Researcher: Drop the phrase study environment
Study environment is too narrow a phrase that only directs itself at students, according to Associate Professor Rikke Toft Nørgård, who carries out research into teaching development at AU. The university is a community, and the physical surroundings should support this.
"I don't think it makes sense to talk about study environment at a university."
This is the surprising statement from Rikke Toft Nørgård, associate professor at the Centre for Teaching Development and Digital Media at AU. With her knowledge of developments in teaching environments and her experience as a lecturer, she naturally became a member of the working group that recently submitted seven recommendations for the development of the physical study environment at AU to the university's Committee on Education, headed by Pro-rector for Education Berit Eika.

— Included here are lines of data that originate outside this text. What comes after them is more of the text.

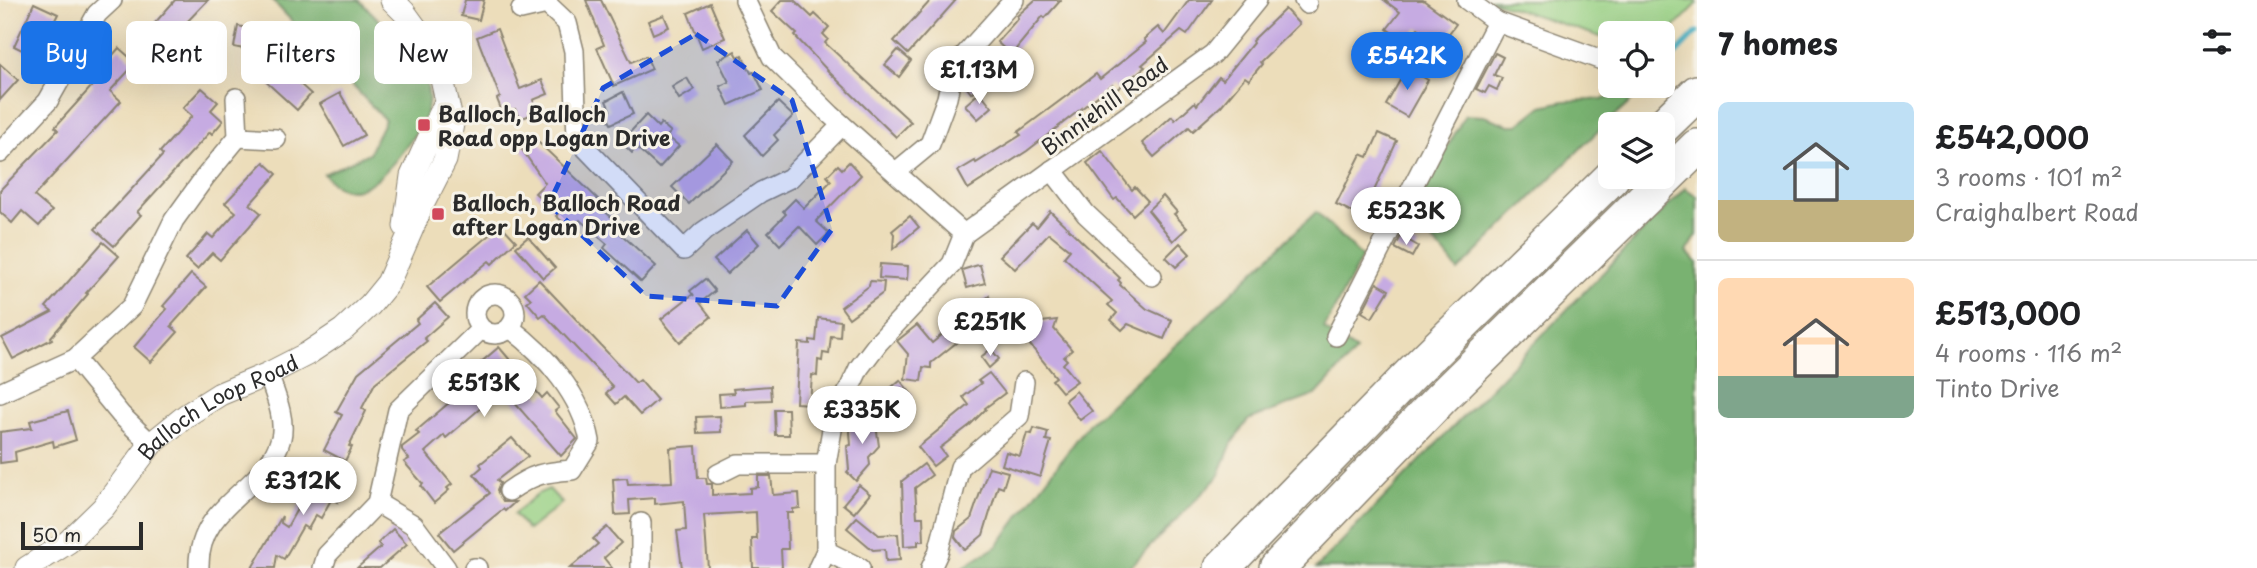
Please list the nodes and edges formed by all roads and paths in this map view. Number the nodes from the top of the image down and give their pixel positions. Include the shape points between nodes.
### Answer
1 (82, 0) edge
2 (112, 0) edge
3 (392, 0) edge
4 (745, 0) edge
5 (1014, 0) edge
6 (1257, 0) edge
7 (1467, 0) edge
8 (521, 10) dead end
9 (97, 14) junction
10 (1497, 22) junction
11 (1598, 59) edge
12 (1697, 93) edge
13 (236, 98) dead end
14 (1675, 114) edge
15 (842, 125) junction
16 (239, 137) junction
17 (276, 139) dead end
18 (1697, 147) edge
19 (0, 153) edge
20 (1052, 170) junction
21 (896, 172) junction
22 (1600, 189) edge
23 (964, 234) junction
24 (1152, 276) dead end
25 (510, 328) junction
26 (481, 329) junction
27 (1336, 336) dead end
28 (75, 359) junction
29 (268, 374) junction
30 (1024, 383) dead end
31 (0, 393) edge
32 (151, 444) junction
33 (826, 464) junction
34 (718, 474) dead end
35 (509, 491) dead end
36 (377, 503) junction
37 (641, 523) dead end
38 (822, 559) edge
39 (27, 568) edge
40 (199, 568) edge
41 (323, 568) edge
42 (446, 568) edge
43 (641, 568) edge
44 (860, 568) edge
45 (931, 568) edge
46 (1222, 568) edge
47 (1277, 568) edge

1 - 9 street
2 - 9 street
3 - 29 street, Balloch Loop Road via 431,49 446,102 412,176 403,247 388,283 370,305 343,330
4 - 15 street via 772,58
5 - 21 street via 953,68 930,144
6 - 20 street, Binniehill Road via 1213,54
7 - 10 street
8 - 15 street via 547,4 567,23 574,51 577,139 684,250 761,192 790,178
9 - 19 street via 48,101
10 - 11 street
10 - 27 street
12 - 14 highway
13 - 16 street
15 - 21 street
16 - 17 street
16 - 28 street via 174,220 132,306
18 - 47 highway via 1441,398
20 - 23 street, Binniehill Road
20 - 24 street via 1086,214
21 - 23 street
22 - 46 highway
23 - 33 street via 952,264 859,368 833,424
25 - 26 street via 496,334
25 - 26 street via 516,312 513,304 507,297 490,294 477,305 476,322
25 - 35 street via 525,339 572,395 587,423 590,441 572,470 527,478
26 - 36 street via 398,410
28 - 31 street
28 - 32 street
29 - 32 street, Balloch Loop Road via 220,394
29 - 40 street via 280,413 281,437 267,466 214,518 198,551
30 - 45 street via 1019,416 960,467
32 - 39 street, Balloch Loop Road via 103,508 68,542
33 - 34 street via 738,464
33 - 38 street
36 - 41 street via 327,555
36 - 42 street via 414,525
37 - 43 street
38 - 44 street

Rikke Toft Nørgård explains why she would like to stop using the phrase study environment:
"It’s too narrow a description and study environment contains an implicit separation between staff and students. Instead you should talk about an educational and university environment for all of us who are at the university on a daily basis.”
"Magical things can happen if we talk about it in this way. In my research I work with participatory academic communities. They are about creating space and practices for these communities and moving the students away from the perception of being here to receive teaching and education. The university is something that we create together."
More than a place to work
The community should be reflected in the surroundings, and Nørgård wants the university to become more of a place to be and live, rather than a workplace. A place where people meet to create the university together and do so in interaction with the surrounding society. She highlights the building DOKK1 in Aarhus as a good example of somewhere that houses students, conferences, a library and the Citizen’s Services. The library has been reimagined in a new way and opened up for the public and the city – both architecturally and more specifically in the form of long opening hours.
She encourages AU to be better to exploit its central location in the middle of Aarhus to create interaction with the rest of society and, not least, to show why the university is relevant for society and why society is relevant for the university.
Invite the world to visit us, but do it in an academic manner
"It’s about more than just climbing down from our ivory tower, which is what we often hear. Rather, what we should be doing is inviting the world to visit us, and not only by having cafés or a supermarket on campus. The world and the university should interact in an academic manner. For example, why don’t we have a children’s playground on campus developed by our researchers? Or science and exploration centres where we explore key challenges in academic ways together with the city and society? We could have info screens placed around the city inviting people to come by and take part in the things that are taking place at the university." suggests Nørgård.
An exhibition of practical results and achievements is not enough. It is also important to dare to show people the university’s experimental and basic research characteristics, she emphasises.
"What’s special about the university is precisely this 'not ready yet-ness' that comes to the fore in basic research in particular. The research that lays the groundwork so the world can later on explode in 3D printers, for example."
Therefore, it is no coincidence that the first recommendation is a call to experiment with the layout of the physical surroundings both inside and outside the classrooms. For the experimental approach also permeates the other recommendations.
We must model our ideas first
The researcher recommends that we generally take the time to explore and test whether the ideas for developing the study environment really are what is required, before pouring millions of Danish kroner into a project.
"Before we build physical environments, we need to build a model and spend a year experimenting with it. And we must accept that testing new initiatives is often a dirty and messy affair. It’s a bit like an adventure playground – not particularly pretty, perhaps a little dangerous but still very exciting."
Do not just build a copy
Nørgård recommends that when we look for inspiration to improve and develop the study environment, the experimental and unpolished is precisely what we should look towards. Qualities that can very much be found in Berlin or the above-mentioned adventure playgrounds. Once again, she highlights DOKK1 for its expression and openness:
"Even though it could dare to be messier and more cluttered once in a while."
She also points to the Danish political party The Alternative and the way in which they dare to transform and rethink politics.
Rather than letting ourselves be inspired by finished solutions at other universities, we should work to promote certain values, visions or qualities.
"If we look only at other universities for inspiration, there’s a big risk of us just building our own copy, without being able to explain why," she says.